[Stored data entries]
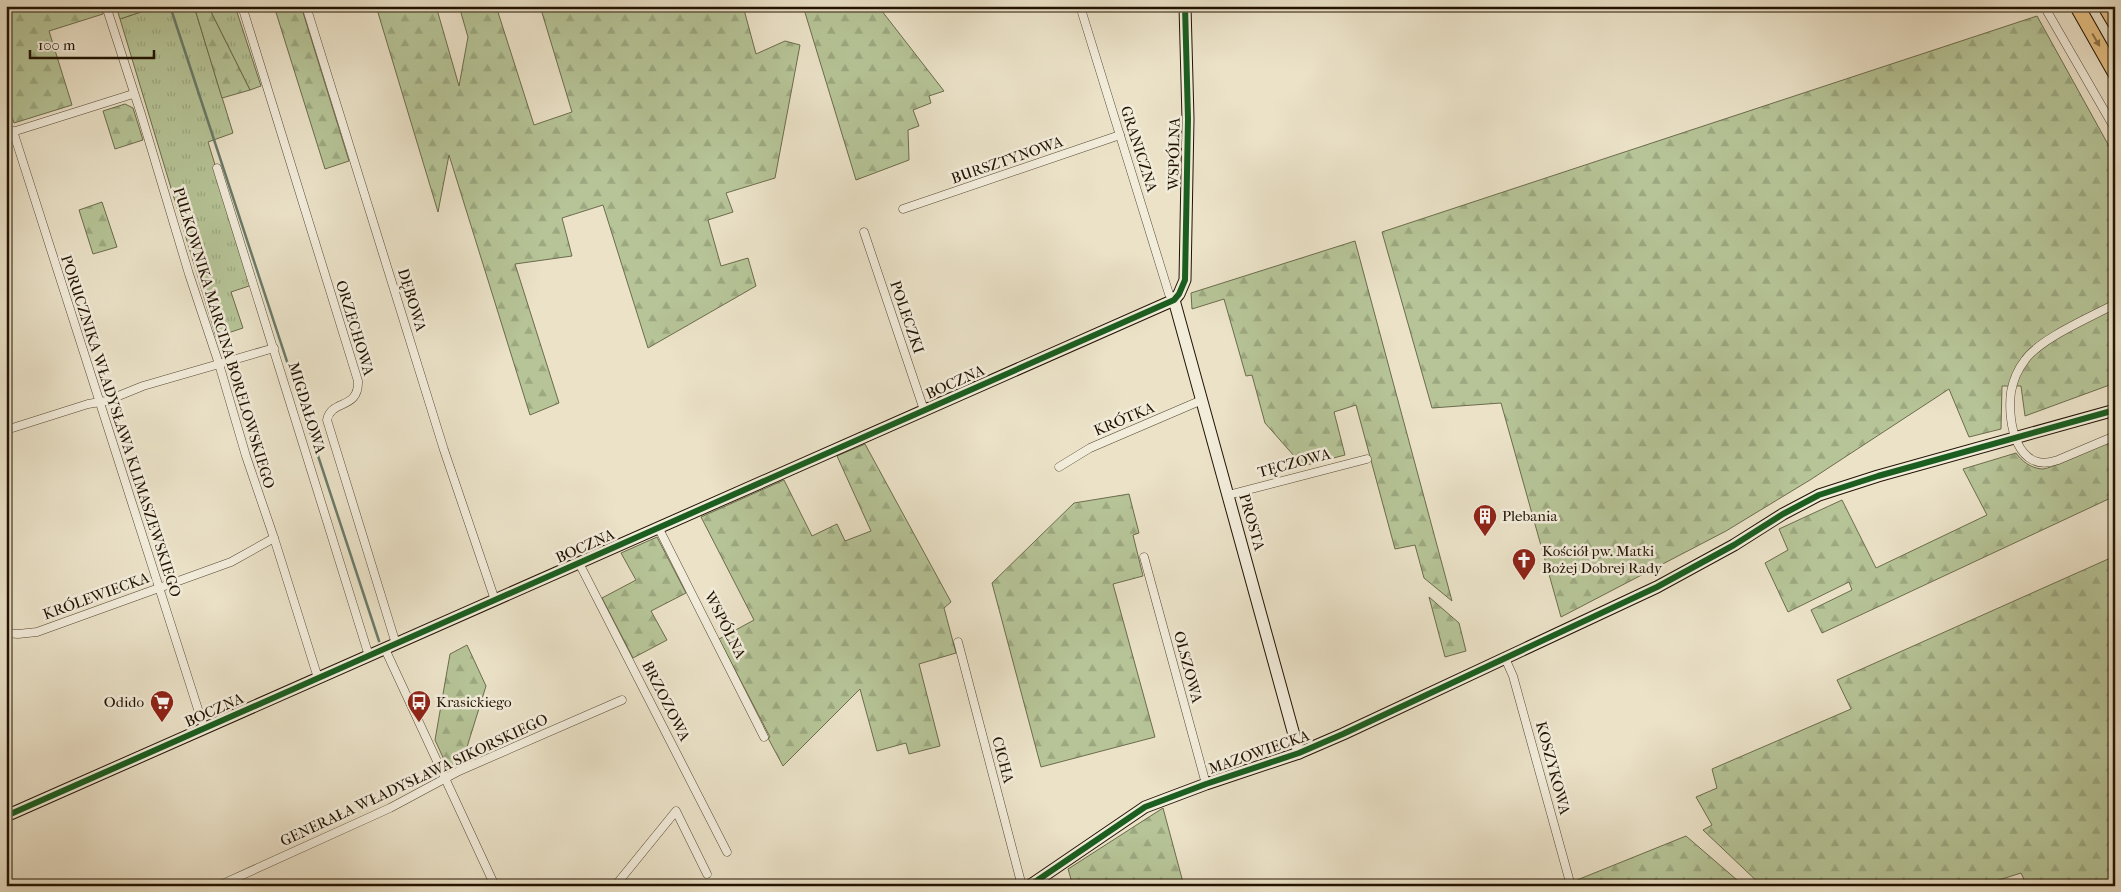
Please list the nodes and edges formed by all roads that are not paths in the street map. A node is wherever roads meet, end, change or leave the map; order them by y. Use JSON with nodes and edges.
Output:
{"nodes":[{"id":1,"x":106,"y":6,"type":"edge"},
{"id":2,"x":242,"y":6,"type":"edge"},
{"id":3,"x":306,"y":6,"type":"edge"},
{"id":4,"x":1080,"y":6,"type":"edge"},
{"id":5,"x":1185,"y":6,"type":"edge"},
{"id":6,"x":2044,"y":6,"type":"edge"},
{"id":7,"x":2077,"y":6,"type":"edge"},
{"id":8,"x":2105,"y":6,"type":"edge"},
{"id":9,"x":2115,"y":23,"type":"edge"},
{"id":10,"x":2115,"y":74,"type":"edge"},
{"id":11,"x":133,"y":94,"type":"junction"},
{"id":12,"x":2115,"y":129,"type":"edge"},
{"id":13,"x":10,"y":132,"type":"edge"},
{"id":14,"x":1120,"y":134,"type":"junction"},
{"id":15,"x":217,"y":168,"type":"dead end"},
{"id":16,"x":903,"y":209,"type":"dead end"},
{"id":17,"x":864,"y":232,"type":"dead end"},
{"id":18,"x":1174,"y":300,"type":"junction"},
{"id":19,"x":2115,"y":304,"type":"edge"},
{"id":20,"x":274,"y":348,"type":"junction"},
{"id":21,"x":219,"y":364,"type":"junction"},
{"id":22,"x":1202,"y":400,"type":"junction"},
{"id":23,"x":98,"y":402,"type":"junction"},
{"id":24,"x":924,"y":410,"type":"junction"},
{"id":25,"x":2115,"y":410,"type":"edge"},
{"id":26,"x":6,"y":430,"type":"edge"},
{"id":27,"x":2115,"y":436,"type":"edge"},
{"id":28,"x":2016,"y":437,"type":"junction"},
{"id":29,"x":1367,"y":459,"type":"dead end"},
{"id":30,"x":1060,"y":467,"type":"dead end"},
{"id":31,"x":1228,"y":495,"type":"junction"},
{"id":32,"x":658,"y":527,"type":"junction"},
{"id":33,"x":274,"y":538,"type":"junction"},
{"id":34,"x":1144,"y":557,"type":"dead end"},
{"id":35,"x":579,"y":563,"type":"junction"},
{"id":36,"x":158,"y":588,"type":"junction"},
{"id":37,"x":495,"y":600,"type":"junction"},
{"id":38,"x":6,"y":634,"type":"edge"},
{"id":39,"x":958,"y":642,"type":"dead end"},
{"id":40,"x":396,"y":644,"type":"junction"},
{"id":41,"x":385,"y":649,"type":"junction"},
{"id":42,"x":369,"y":656,"type":"junction"},
{"id":43,"x":1505,"y":658,"type":"junction"},
{"id":44,"x":318,"y":678,"type":"junction"},
{"id":45,"x":622,"y":700,"type":"dead end"},
{"id":46,"x":204,"y":728,"type":"junction"},
{"id":47,"x":764,"y":737,"type":"dead end"},
{"id":48,"x":1299,"y":753,"type":"junction"},
{"id":49,"x":445,"y":778,"type":"junction"},
{"id":50,"x":1206,"y":784,"type":"junction"},
{"id":51,"x":6,"y":816,"type":"edge"},
{"id":52,"x":727,"y":852,"type":"dead end"},
{"id":53,"x":707,"y":874,"type":"dead end"},
{"id":54,"x":218,"y":886,"type":"edge"},
{"id":55,"x":495,"y":886,"type":"edge"},
{"id":56,"x":615,"y":886,"type":"edge"},
{"id":57,"x":1022,"y":886,"type":"edge"},
{"id":58,"x":1029,"y":886,"type":"edge"},
{"id":59,"x":1571,"y":886,"type":"edge"}],
"edges":[{"from":1,"to":11,"type":"street","name":"PUŁKOWNIKA MARCINA BORELOWSKIEGO"},
{"from":2,"to":40,"type":"street","name":"ORZECHOWA"},
{"from":3,"to":37,"type":"street","name":"DĘBOWA"},
{"from":4,"to":14,"type":"street","name":"GRANICZNA"},
{"from":5,"to":18,"type":"street","name":"WSPÓLNA"},
{"from":6,"to":12,"type":"street"},
{"from":7,"to":10,"type":"highway","one_way":true},
{"from":8,"to":9,"type":"highway"},
{"from":11,"to":13,"type":"street"},
{"from":11,"to":21,"type":"street","name":"PUŁKOWNIKA MARCINA BORELOWSKIEGO"},
{"from":13,"to":23,"type":"street","name":"PORUCZNIKA WŁADYSŁAWA KLIMASZEWSKIEGO"},
{"from":14,"to":16,"type":"street","name":"BURSZTYNOWA"},
{"from":14,"to":18,"type":"street","name":"GRANICZNA"},
{"from":15,"to":20,"type":"street","name":"MIGDAŁOWA"},
{"from":17,"to":24,"type":"street","name":"POLECZKI"},
{"from":18,"to":22,"type":"street","name":"PROSTA"},
{"from":18,"to":24,"type":"street","name":"BOCZNA"},
{"from":19,"to":28,"type":"street"},
{"from":20,"to":21,"type":"street"},
{"from":20,"to":42,"type":"street","name":"MIGDAŁOWA"},
{"from":21,"to":23,"type":"street"},
{"from":21,"to":33,"type":"street","name":"PUŁKOWNIKA MARCINA BORELOWSKIEGO"},
{"from":22,"to":30,"type":"street","name":"KRÓTKA"},
{"from":22,"to":31,"type":"street","name":"PROSTA"},
{"from":23,"to":26,"type":"street"},
{"from":23,"to":36,"type":"street","name":"PORUCZNIKA WŁADYSŁAWA KLIMASZEWSKIEGO"},
{"from":24,"to":32,"type":"street","name":"BOCZNA"},
{"from":25,"to":28,"type":"street","name":"MAZOWIECKA"},
{"from":27,"to":28,"type":"street"},
{"from":28,"to":43,"type":"street","name":"MAZOWIECKA"},
{"from":29,"to":31,"type":"street","name":"TĘCZOWA"},
{"from":31,"to":48,"type":"street","name":"PROSTA"},
{"from":32,"to":35,"type":"street","name":"BOCZNA"},
{"from":32,"to":47,"type":"street","name":"WSPÓLNA"},
{"from":33,"to":36,"type":"street","name":"KRÓLEWIECKA"},
{"from":33,"to":44,"type":"street","name":"PUŁKOWNIKA MARCINA BORELOWSKIEGO"},
{"from":34,"to":50,"type":"street","name":"OLSZOWA"},
{"from":35,"to":37,"type":"street","name":"BOCZNA"},
{"from":35,"to":52,"type":"street","name":"BRZOZOWA"},
{"from":36,"to":38,"type":"street","name":"KRÓLEWIECKA"},
{"from":36,"to":46,"type":"street","name":"PORUCZNIKA WŁADYSŁAWA KLIMASZEWSKIEGO"},
{"from":37,"to":40,"type":"street","name":"BOCZNA"},
{"from":39,"to":57,"type":"street","name":"CICHA"},
{"from":40,"to":41,"type":"street","name":"BOCZNA"},
{"from":41,"to":42,"type":"street","name":"BOCZNA"},
{"from":41,"to":49,"type":"street"},
{"from":42,"to":44,"type":"street","name":"BOCZNA"},
{"from":43,"to":48,"type":"street","name":"MAZOWIECKA"},
{"from":43,"to":59,"type":"street","name":"KOSZYKOWA"},
{"from":44,"to":46,"type":"street","name":"BOCZNA"},
{"from":45,"to":49,"type":"street","name":"GENERAŁA WŁADYSŁAWA SIKORSKIEGO"},
{"from":46,"to":51,"type":"street","name":"BOCZNA"},
{"from":48,"to":50,"type":"street","name":"MAZOWIECKA"},
{"from":49,"to":54,"type":"street","name":"GENERAŁA WŁADYSŁAWA SIKORSKIEGO"},
{"from":49,"to":55,"type":"street"},
{"from":50,"to":58,"type":"street","name":"MAZOWIECKA"},
{"from":53,"to":56,"type":"street"}]}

YOUR GOAL: Would you transcribe all of the data exactly, omitting any pictures?

OUTPUT FOR THIS TASK:
Please list the nodes and edges formed by all roads that are not paths in the street map. A node is wherever roads meet, end, change or leave the map; order them by y. Use JSON with nodes and edges.
Output:
{"nodes":[{"id":1,"x":106,"y":6,"type":"edge"},
{"id":2,"x":242,"y":6,"type":"edge"},
{"id":3,"x":306,"y":6,"type":"edge"},
{"id":4,"x":1080,"y":6,"type":"edge"},
{"id":5,"x":1185,"y":6,"type":"edge"},
{"id":6,"x":2044,"y":6,"type":"edge"},
{"id":7,"x":2077,"y":6,"type":"edge"},
{"id":8,"x":2105,"y":6,"type":"edge"},
{"id":9,"x":2115,"y":23,"type":"edge"},
{"id":10,"x":2115,"y":74,"type":"edge"},
{"id":11,"x":133,"y":94,"type":"junction"},
{"id":12,"x":2115,"y":129,"type":"edge"},
{"id":13,"x":10,"y":132,"type":"edge"},
{"id":14,"x":1120,"y":134,"type":"junction"},
{"id":15,"x":217,"y":168,"type":"dead end"},
{"id":16,"x":903,"y":209,"type":"dead end"},
{"id":17,"x":864,"y":232,"type":"dead end"},
{"id":18,"x":1174,"y":300,"type":"junction"},
{"id":19,"x":2115,"y":304,"type":"edge"},
{"id":20,"x":274,"y":348,"type":"junction"},
{"id":21,"x":219,"y":364,"type":"junction"},
{"id":22,"x":1202,"y":400,"type":"junction"},
{"id":23,"x":98,"y":402,"type":"junction"},
{"id":24,"x":924,"y":410,"type":"junction"},
{"id":25,"x":2115,"y":410,"type":"edge"},
{"id":26,"x":6,"y":430,"type":"edge"},
{"id":27,"x":2115,"y":436,"type":"edge"},
{"id":28,"x":2016,"y":437,"type":"junction"},
{"id":29,"x":1367,"y":459,"type":"dead end"},
{"id":30,"x":1060,"y":467,"type":"dead end"},
{"id":31,"x":1228,"y":495,"type":"junction"},
{"id":32,"x":658,"y":527,"type":"junction"},
{"id":33,"x":274,"y":538,"type":"junction"},
{"id":34,"x":1144,"y":557,"type":"dead end"},
{"id":35,"x":579,"y":563,"type":"junction"},
{"id":36,"x":158,"y":588,"type":"junction"},
{"id":37,"x":495,"y":600,"type":"junction"},
{"id":38,"x":6,"y":634,"type":"edge"},
{"id":39,"x":958,"y":642,"type":"dead end"},
{"id":40,"x":396,"y":644,"type":"junction"},
{"id":41,"x":385,"y":649,"type":"junction"},
{"id":42,"x":369,"y":656,"type":"junction"},
{"id":43,"x":1505,"y":658,"type":"junction"},
{"id":44,"x":318,"y":678,"type":"junction"},
{"id":45,"x":622,"y":700,"type":"dead end"},
{"id":46,"x":204,"y":728,"type":"junction"},
{"id":47,"x":764,"y":737,"type":"dead end"},
{"id":48,"x":1299,"y":753,"type":"junction"},
{"id":49,"x":445,"y":778,"type":"junction"},
{"id":50,"x":1206,"y":784,"type":"junction"},
{"id":51,"x":6,"y":816,"type":"edge"},
{"id":52,"x":727,"y":852,"type":"dead end"},
{"id":53,"x":707,"y":874,"type":"dead end"},
{"id":54,"x":218,"y":886,"type":"edge"},
{"id":55,"x":495,"y":886,"type":"edge"},
{"id":56,"x":615,"y":886,"type":"edge"},
{"id":57,"x":1022,"y":886,"type":"edge"},
{"id":58,"x":1029,"y":886,"type":"edge"},
{"id":59,"x":1571,"y":886,"type":"edge"}],
"edges":[{"from":1,"to":11,"type":"street","name":"PUŁKOWNIKA MARCINA BORELOWSKIEGO"},
{"from":2,"to":40,"type":"street","name":"ORZECHOWA"},
{"from":3,"to":37,"type":"street","name":"DĘBOWA"},
{"from":4,"to":14,"type":"street","name":"GRANICZNA"},
{"from":5,"to":18,"type":"street","name":"WSPÓLNA"},
{"from":6,"to":12,"type":"street"},
{"from":7,"to":10,"type":"highway","one_way":true},
{"from":8,"to":9,"type":"highway"},
{"from":11,"to":13,"type":"street"},
{"from":11,"to":21,"type":"street","name":"PUŁKOWNIKA MARCINA BORELOWSKIEGO"},
{"from":13,"to":23,"type":"street","name":"PORUCZNIKA WŁADYSŁAWA KLIMASZEWSKIEGO"},
{"from":14,"to":16,"type":"street","name":"BURSZTYNOWA"},
{"from":14,"to":18,"type":"street","name":"GRANICZNA"},
{"from":15,"to":20,"type":"street","name":"MIGDAŁOWA"},
{"from":17,"to":24,"type":"street","name":"POLECZKI"},
{"from":18,"to":22,"type":"street","name":"PROSTA"},
{"from":18,"to":24,"type":"street","name":"BOCZNA"},
{"from":19,"to":28,"type":"street"},
{"from":20,"to":21,"type":"street"},
{"from":20,"to":42,"type":"street","name":"MIGDAŁOWA"},
{"from":21,"to":23,"type":"street"},
{"from":21,"to":33,"type":"street","name":"PUŁKOWNIKA MARCINA BORELOWSKIEGO"},
{"from":22,"to":30,"type":"street","name":"KRÓTKA"},
{"from":22,"to":31,"type":"street","name":"PROSTA"},
{"from":23,"to":26,"type":"street"},
{"from":23,"to":36,"type":"street","name":"PORUCZNIKA WŁADYSŁAWA KLIMASZEWSKIEGO"},
{"from":24,"to":32,"type":"street","name":"BOCZNA"},
{"from":25,"to":28,"type":"street","name":"MAZOWIECKA"},
{"from":27,"to":28,"type":"street"},
{"from":28,"to":43,"type":"street","name":"MAZOWIECKA"},
{"from":29,"to":31,"type":"street","name":"TĘCZOWA"},
{"from":31,"to":48,"type":"street","name":"PROSTA"},
{"from":32,"to":35,"type":"street","name":"BOCZNA"},
{"from":32,"to":47,"type":"street","name":"WSPÓLNA"},
{"from":33,"to":36,"type":"street","name":"KRÓLEWIECKA"},
{"from":33,"to":44,"type":"street","name":"PUŁKOWNIKA MARCINA BORELOWSKIEGO"},
{"from":34,"to":50,"type":"street","name":"OLSZOWA"},
{"from":35,"to":37,"type":"street","name":"BOCZNA"},
{"from":35,"to":52,"type":"street","name":"BRZOZOWA"},
{"from":36,"to":38,"type":"street","name":"KRÓLEWIECKA"},
{"from":36,"to":46,"type":"street","name":"PORUCZNIKA WŁADYSŁAWA KLIMASZEWSKIEGO"},
{"from":37,"to":40,"type":"street","name":"BOCZNA"},
{"from":39,"to":57,"type":"street","name":"CICHA"},
{"from":40,"to":41,"type":"street","name":"BOCZNA"},
{"from":41,"to":42,"type":"street","name":"BOCZNA"},
{"from":41,"to":49,"type":"street"},
{"from":42,"to":44,"type":"street","name":"BOCZNA"},
{"from":43,"to":48,"type":"street","name":"MAZOWIECKA"},
{"from":43,"to":59,"type":"street","name":"KOSZYKOWA"},
{"from":44,"to":46,"type":"street","name":"BOCZNA"},
{"from":45,"to":49,"type":"street","name":"GENERAŁA WŁADYSŁAWA SIKORSKIEGO"},
{"from":46,"to":51,"type":"street","name":"BOCZNA"},
{"from":48,"to":50,"type":"street","name":"MAZOWIECKA"},
{"from":49,"to":54,"type":"street","name":"GENERAŁA WŁADYSŁAWA SIKORSKIEGO"},
{"from":49,"to":55,"type":"street"},
{"from":50,"to":58,"type":"street","name":"MAZOWIECKA"},
{"from":53,"to":56,"type":"street"}]}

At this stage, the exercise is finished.